Le paragraphe III de cet article vise l’hypothèse prévue par l’article 182 du projet de loi organique, à savoir l’impossibilité de faire face à la vacance d’un siège en recourant à un suivant de liste. Dans ce cas, il est procédé à une élection au scrutin uninominal. Les conditions d’enregistrement des candidatures sont alors les mêmes que pour les élections à la proportionnelle. Néanmoins, d’éventuelles adaptations imposées par la nature propre de ce mode de scrutin pourraient être déterminées par voie réglementaire.

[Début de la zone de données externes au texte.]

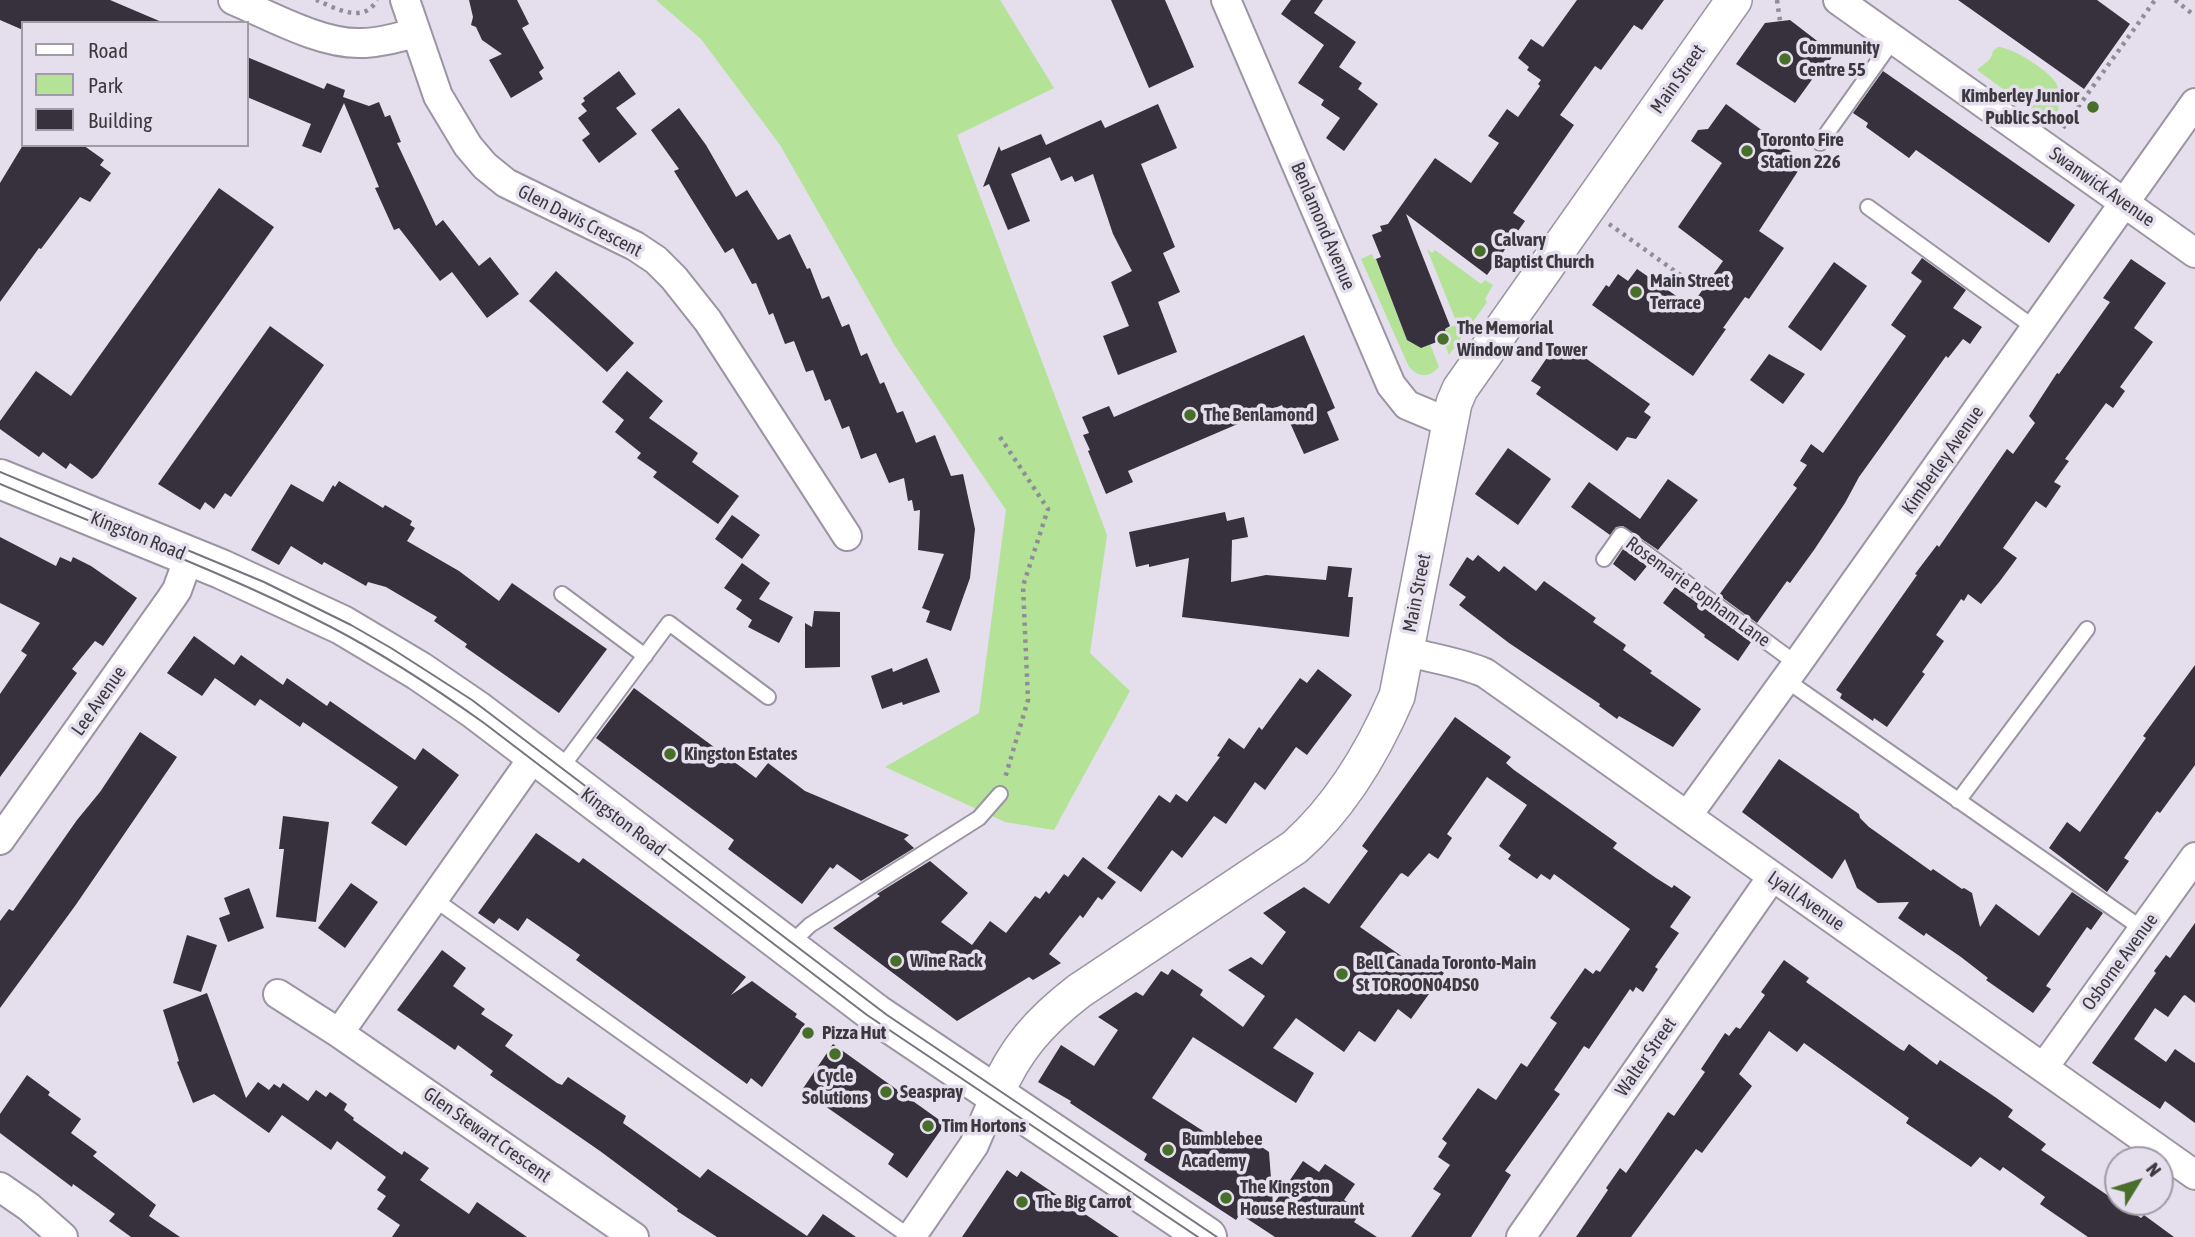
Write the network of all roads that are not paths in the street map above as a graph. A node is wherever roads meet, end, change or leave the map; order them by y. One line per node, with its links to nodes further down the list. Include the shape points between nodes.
1 (233, 0): 6 (street, via 320,36 351,43)
2 (405, 0): 6 (street, Glen Davis Crescent)
3 (1226, 0): 14 (street, Benlamond Avenue, via 1391,385 1407,405)
4 (1734, 0): 14 (street, Main Street, via 1460,389)
5 (1838, 0): 7 (street, Swanwick Avenue)
6 (416, 33): 16 (street, Glen Davis Crescent, via 445,111 485,166 521,192 635,246 656,260 690,296)
7 (1894, 39): 9 (lane); 10 (street, Swanwick Avenue)
8 (2195, 103): 10 (street, Kimberley Avenue)
9 (1821, 143)
10 (2125, 203): 12 (street, Swanwick Avenue); 13 (street, Kimberley Avenue)
11 (1868, 207): 13 (lane)
12 (2195, 253)
13 (2036, 329): 23 (street, Kimberley Avenue)
14 (1450, 423): 21 (street, Main Street)
15 (0, 479): 17 (main road, Kingston Road)
16 (846, 536)
17 (189, 557): 25 (main road, Kingston Road, via 342,625 419,671); 29 (street, Lee Avenue, via 172,599)
18 (1604, 559): 23 (lane, Rosemarie Popham Lane, via 1622,535)
19 (562, 594): 22 (lane)
20 (2087, 629): 27 (lane)
21 (1406, 651): 28 (street, Lyall Avenue, via 1485,673); 38 (street, Main Street, via 1397,696 1382,733 1316,828 1295,847 1048,1015 1012,1060)
22 (645, 656): 24 (lane, via 669,624); 25 (lane)
23 (1792, 672): 27 (lane); 28 (street, Kimberley Avenue)
24 (768, 696)
25 (546, 764): 32 (street); 34 (main road, Kingston Road)
26 (1000, 794): 34 (lane, via 979,818 810,925)
27 (1958, 801): 33 (lane)
28 (1688, 816): 31 (street, Lyall Avenue)
29 (0, 840)
30 (2195, 857): 33 (street, Osborne Avenue)
31 (1772, 877): 37 (street, Lyall Avenue); 45 (street, Walter Street)
32 (434, 899): 36 (street); 43 (lane)
33 (2144, 930): 37 (street, Osborne Avenue)
34 (786, 948): 38 (main road, Kingston Road)
35 (278, 994): 36 (street, Glen Stewart Crescent)
36 (339, 1033): 42 (street, Glen Stewart Crescent)
37 (2044, 1067): 39 (street, Lyall Avenue)
38 (995, 1096): 43 (street, via 974,1145); 44 (main road, Kingston Road)
39 (2195, 1175)
40 (0, 1187): 41 (street)
41 (63, 1237)
42 (634, 1237)
43 (911, 1237)
44 (1207, 1237)
45 (1521, 1237)

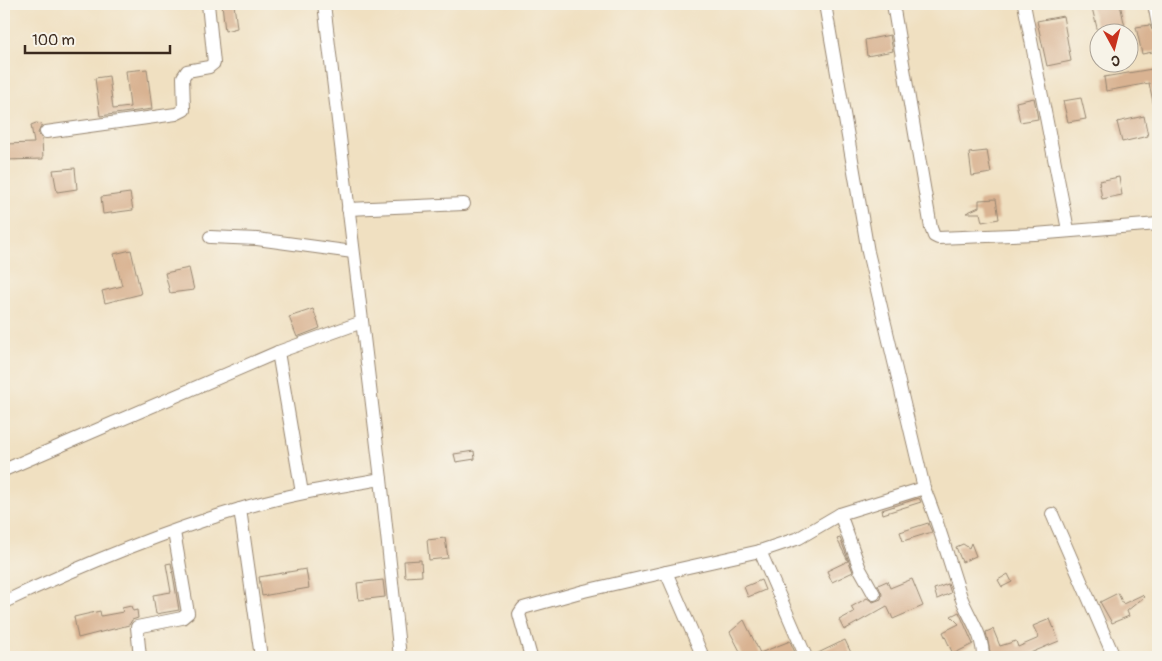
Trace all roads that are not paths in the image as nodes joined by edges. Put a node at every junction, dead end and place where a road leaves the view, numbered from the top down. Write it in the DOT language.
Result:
graph roads {
  1 [pos="208,4"];
  2 [pos="324,4"];
  3 [pos="825,4"];
  4 [pos="893,4"];
  5 [pos="1024,4"];
  6 [pos="1154,4"];
  7 [pos="1158,26"];
  8 [pos="46,132"];
  9 [pos="464,204"];
  10 [pos="348,209"];
  11 [pos="1158,224"];
  12 [pos="1068,230"];
  13 [pos="210,237"];
  14 [pos="352,252"];
  15 [pos="362,322"];
  16 [pos="278,352"];
  17 [pos="4,470"];
  18 [pos="381,479"];
  19 [pos="924,488"];
  20 [pos="302,493"];
  21 [pos="240,509"];
  22 [pos="840,514"];
  23 [pos="1052,514"];
  24 [pos="174,532"];
  25 [pos="760,551"];
  26 [pos="666,572"];
  27 [pos="874,594"];
  28 [pos="4,602"];
  29 [pos="140,657"];
  30 [pos="261,657"];
  31 [pos="400,657"];
  32 [pos="531,657"];
  33 [pos="703,657"];
  34 [pos="806,657"];
  35 [pos="983,657"];
  36 [pos="1114,657"];
  1 -- 8 [label="street"];
  2 -- 10 [label="street"];
  3 -- 19 [label="street"];
  4 -- 12 [label="street"];
  5 -- 12 [label="street"];
  6 -- 7 [label="street"];
  9 -- 10 [label="street"];
  10 -- 14 [label="street"];
  11 -- 12 [label="street"];
  13 -- 14 [label="street"];
  14 -- 15 [label="street"];
  15 -- 16 [label="street"];
  15 -- 18 [label="street"];
  16 -- 17 [label="street"];
  16 -- 20 [label="street"];
  18 -- 20 [label="street"];
  18 -- 31 [label="street"];
  19 -- 22 [label="street"];
  19 -- 35 [label="street"];
  20 -- 21 [label="street"];
  21 -- 24 [label="street"];
  21 -- 30 [label="street"];
  22 -- 25 [label="street"];
  22 -- 27 [label="street"];
  23 -- 36 [label="street"];
  24 -- 28 [label="street"];
  24 -- 29 [label="street"];
  25 -- 26 [label="street"];
  25 -- 34 [label="street"];
  26 -- 32 [label="street"];
  26 -- 33 [label="street"];
}
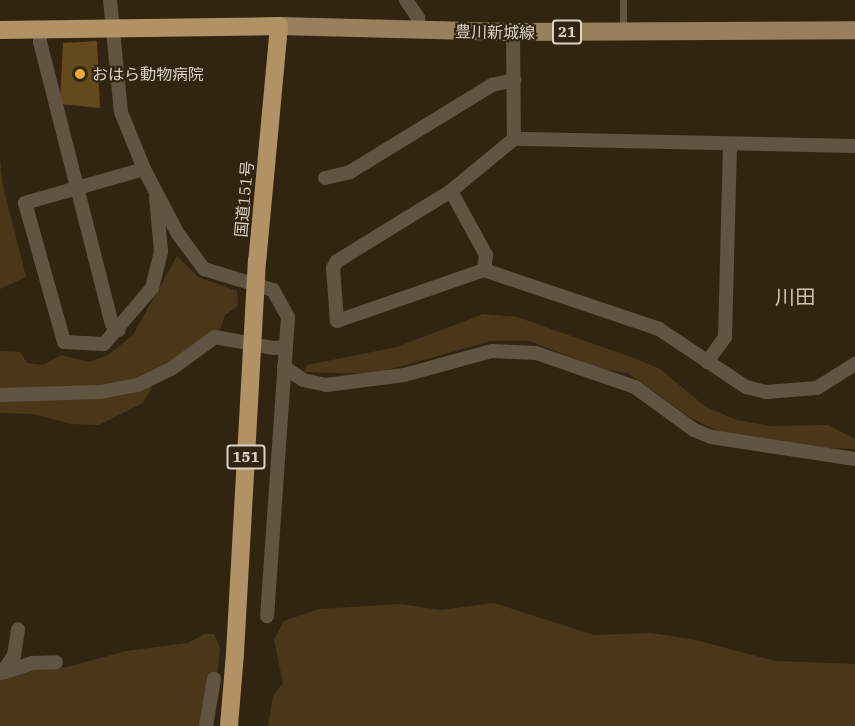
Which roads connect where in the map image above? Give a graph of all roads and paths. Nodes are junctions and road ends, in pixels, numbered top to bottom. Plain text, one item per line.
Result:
1 (110, 0) edge
2 (406, 0) edge
3 (623, 0) edge
4 (279, 26) junction
5 (0, 30) edge
6 (40, 30) junction
7 (418, 30) junction
8 (855, 30) edge
9 (112, 31) junction
10 (513, 32) junction
11 (622, 32) junction
12 (514, 80) junction
13 (514, 139) junction
14 (730, 144) junction
15 (855, 146) edge
16 (144, 169) junction
17 (325, 178) dead end
18 (77, 188) junction
19 (451, 191) junction
20 (157, 196) junction
21 (484, 270) junction
22 (119, 330) junction
23 (286, 347) junction
24 (707, 362) junction
25 (855, 364) edge
26 (284, 367) junction
27 (0, 395) edge
28 (855, 459) edge
29 (267, 616) dead end
30 (18, 629) dead end
31 (236, 653) junction
32 (56, 662) dead end
33 (3, 673) edge
34 (214, 679) dead end
35 (206, 726) edge
36 (229, 726) edge
37 (234, 726) edge

1 - 9 street
2 - 7 street
3 - 11 lane
4 - 7 main road, 豊川新城線 / 21
4 - 9 highway
4 - 31 highway, 国道151号 / 151, bridge
5 - 6 highway
6 - 9 highway
6 - 18 street
7 - 10 main road, 豊川新城線 / 21
8 - 11 main road, 豊川新城線 / 21
9 - 16 street
10 - 11 main road, 豊川新城線 / 21
10 - 12 street
12 - 13 street
12 - 17 street
13 - 14 street
13 - 19 street
14 - 15 street
14 - 24 street
16 - 18 street
16 - 20 street
18 - 22 street
18 - 22 street
19 - 21 street
19 - 21 street
20 - 22 street
20 - 23 street
21 - 24 street
23 - 26 street
23 - 27 street
24 - 25 street
26 - 28 street
26 - 29 street
30 - 33 street
31 - 36 highway, 国道151号 / 151
31 - 37 highway, 国道151号 / 151
32 - 33 street
34 - 35 street

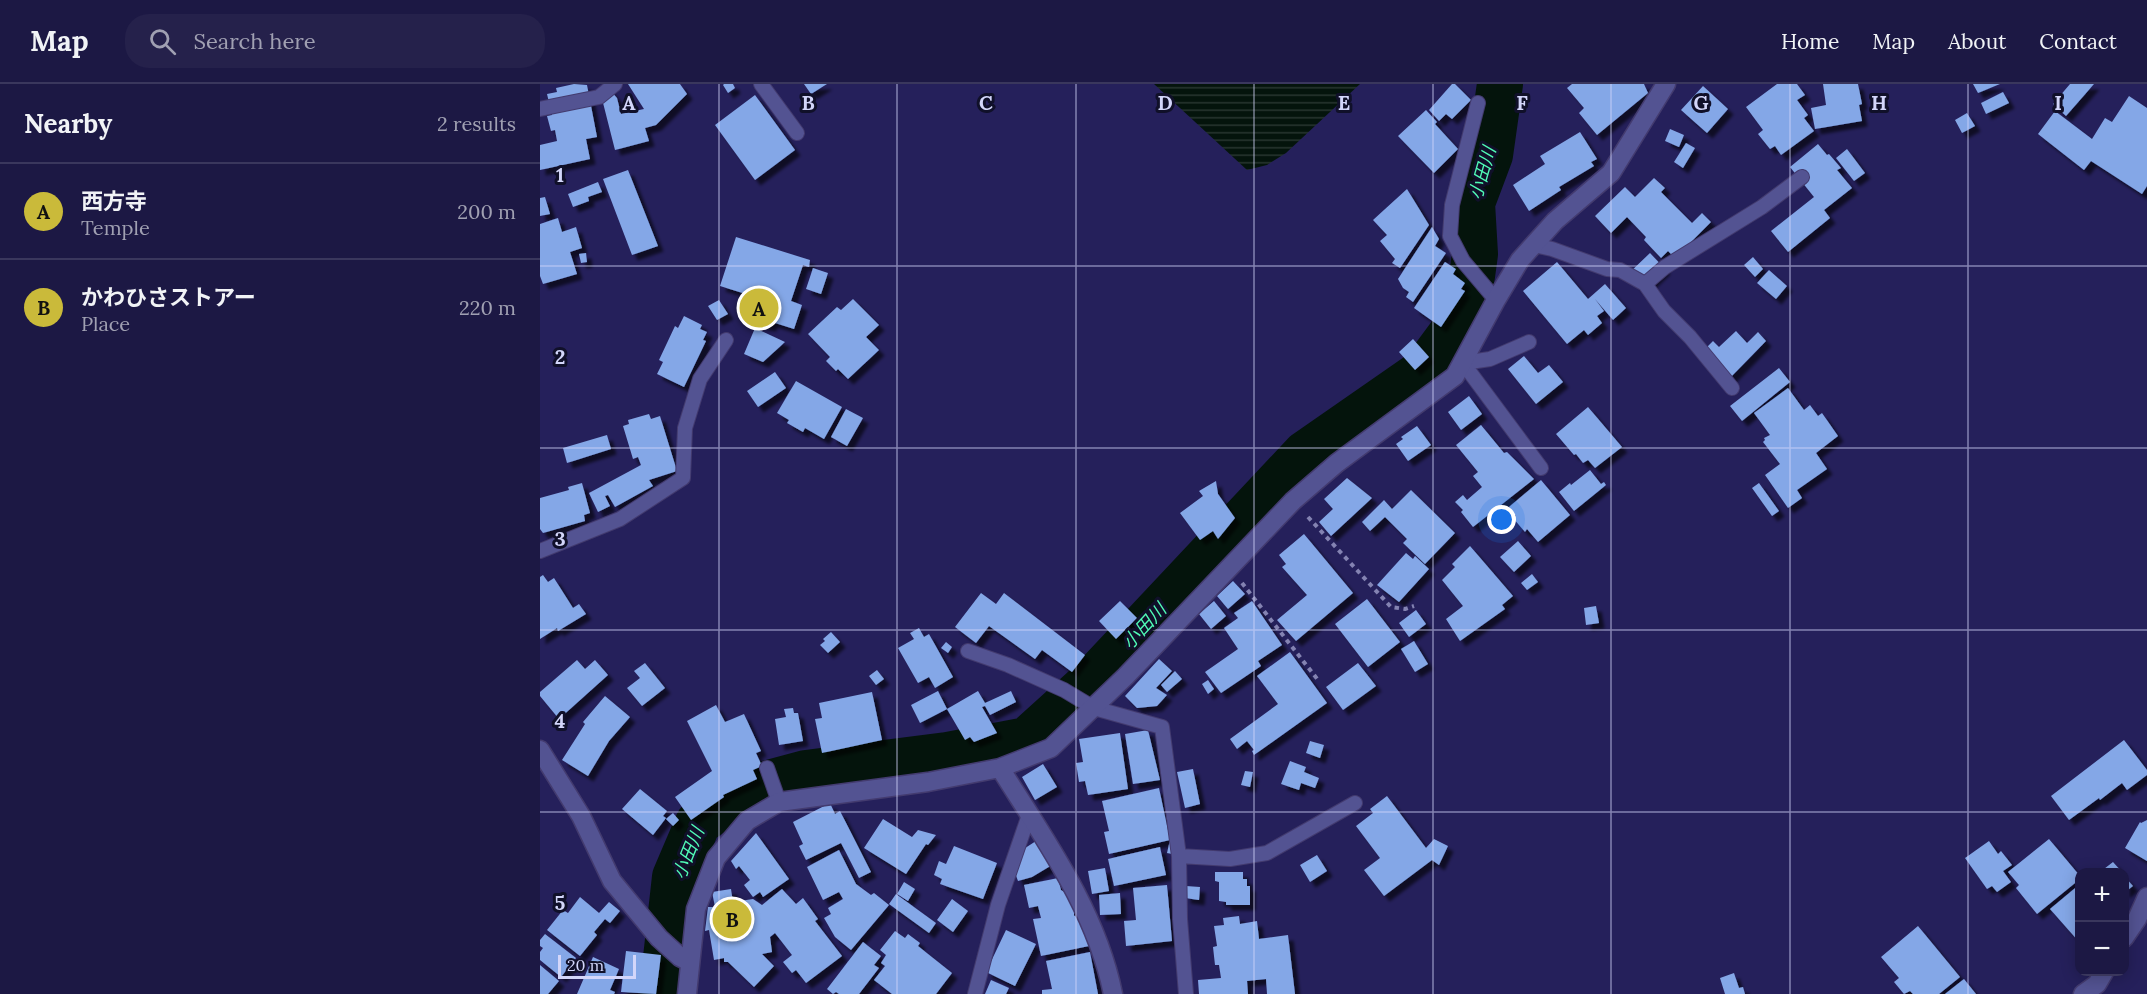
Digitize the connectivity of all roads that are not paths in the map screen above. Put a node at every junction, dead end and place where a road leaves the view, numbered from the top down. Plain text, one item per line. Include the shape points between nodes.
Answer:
1 (615, 84) edge
2 (761, 84) edge
3 (1666, 84) edge
4 (1478, 103) dead end
5 (540, 109) edge
6 (797, 134) dead end
7 (1802, 177) dead end
8 (1534, 245) junction
9 (1645, 284) junction
10 (1491, 294) junction
11 (726, 340) dead end
12 (1529, 342) dead end
13 (1463, 363) junction
14 (1732, 388) dead end
15 (1542, 468) dead end
16 (540, 551) edge
17 (968, 651) dead end
18 (1092, 706) junction
19 (540, 750) edge
20 (767, 768) dead end
21 (1000, 768) junction
22 (778, 800) junction
23 (1355, 803) dead end
24 (1029, 815) junction
25 (1179, 856) junction
26 (2147, 897) edge
27 (2129, 931) edge
28 (685, 960) junction
29 (2102, 976) edge
30 (687, 994) edge
31 (975, 994) edge
32 (1113, 994) edge
33 (1186, 994) edge
34 (2083, 994) edge

1 - 5 lane via 599,97
2 - 6 lane
3 - 8 street via 1611,173 1555,221
4 - 10 lane via 1452,205 1450,236 1462,261
7 - 9 lane
8 - 9 lane via 1620,270
8 - 10 street
9 - 14 lane
10 - 13 street
11 - 16 lane via 700,379 685,428 683,478 620,519
12 - 13 lane via 1490,359
13 - 15 lane
13 - 18 street via 1455,376 1337,463 1293,501
17 - 18 lane via 1064,690
18 - 21 street via 1051,748
18 - 25 lane via 1162,727
19 - 28 street via 581,816 612,881 659,938
20 - 22 lane
21 - 22 street via 928,782
21 - 24 street
22 - 28 street via 747,821 716,858 696,909
23 - 25 lane via 1267,853 1230,859
24 - 31 lane via 998,905
24 - 32 street via 1077,893
25 - 33 lane
26 - 27 street
28 - 30 street
29 - 34 street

La Commission a adopté l’article 12 sans modification.

Article 13

Enregistrement de la déclaration de candidature

Cet article reprend des dispositions classiques du code électoral en matière d’enregistrement des déclarations de candidature. Le haut-commissaire procède à cet enregistrement si les conditions auxquelles elle est soumise sont remplies. Le refus d’enregistrement est motivé, ce qui constitue une garantie pour les personnes qui procèdent à une déclaration de candidature. Là encore, le cas des candidatures pour un scrutin uninominal est soumis aux mêmes conditions d’enregistrement, sous réserve des adaptations imposées par la nature de ce mode de scrutin.

Le haut-commissaire délivre, dans les trois jours du dépôt de la déclaration, un récépissé définitif. Si une liste non enregistrée ou, en cas de scrutin uninominal, un candidat dont la déclaration n’a pas été enregistrée, obtiennent des votes lors de l’élection, ceux-ci sont considérés comme nuls.

La Commission a adopté l’article 13 sans modification.

Article 14

Contestation du refus d’enregistrement

L’objet de cet article est d’organiser la possibilité d’exercer un recours devant le tribunal administratif contre la décision de refus d’enregistrement d’une candidature. Il s’appuie sur les dispositions du code électoral modifiées à la marge pour tenir compte des spécificités de la Nouvelle-Calédonie. Le candidat placé en tête de liste, ou son mandataire, dispose d’un délai de quarante-huit heures pour contester la décision de refus. Ce délai est identique à celui prévu à l’article L. 351 du code électoral pour les élections régionales. La décision du tribunal administratif doit intervenir dans les trois jours qui suivent le recours. Elle ne peut être contestée qu’à l’occasion d’un recours contre l’élection.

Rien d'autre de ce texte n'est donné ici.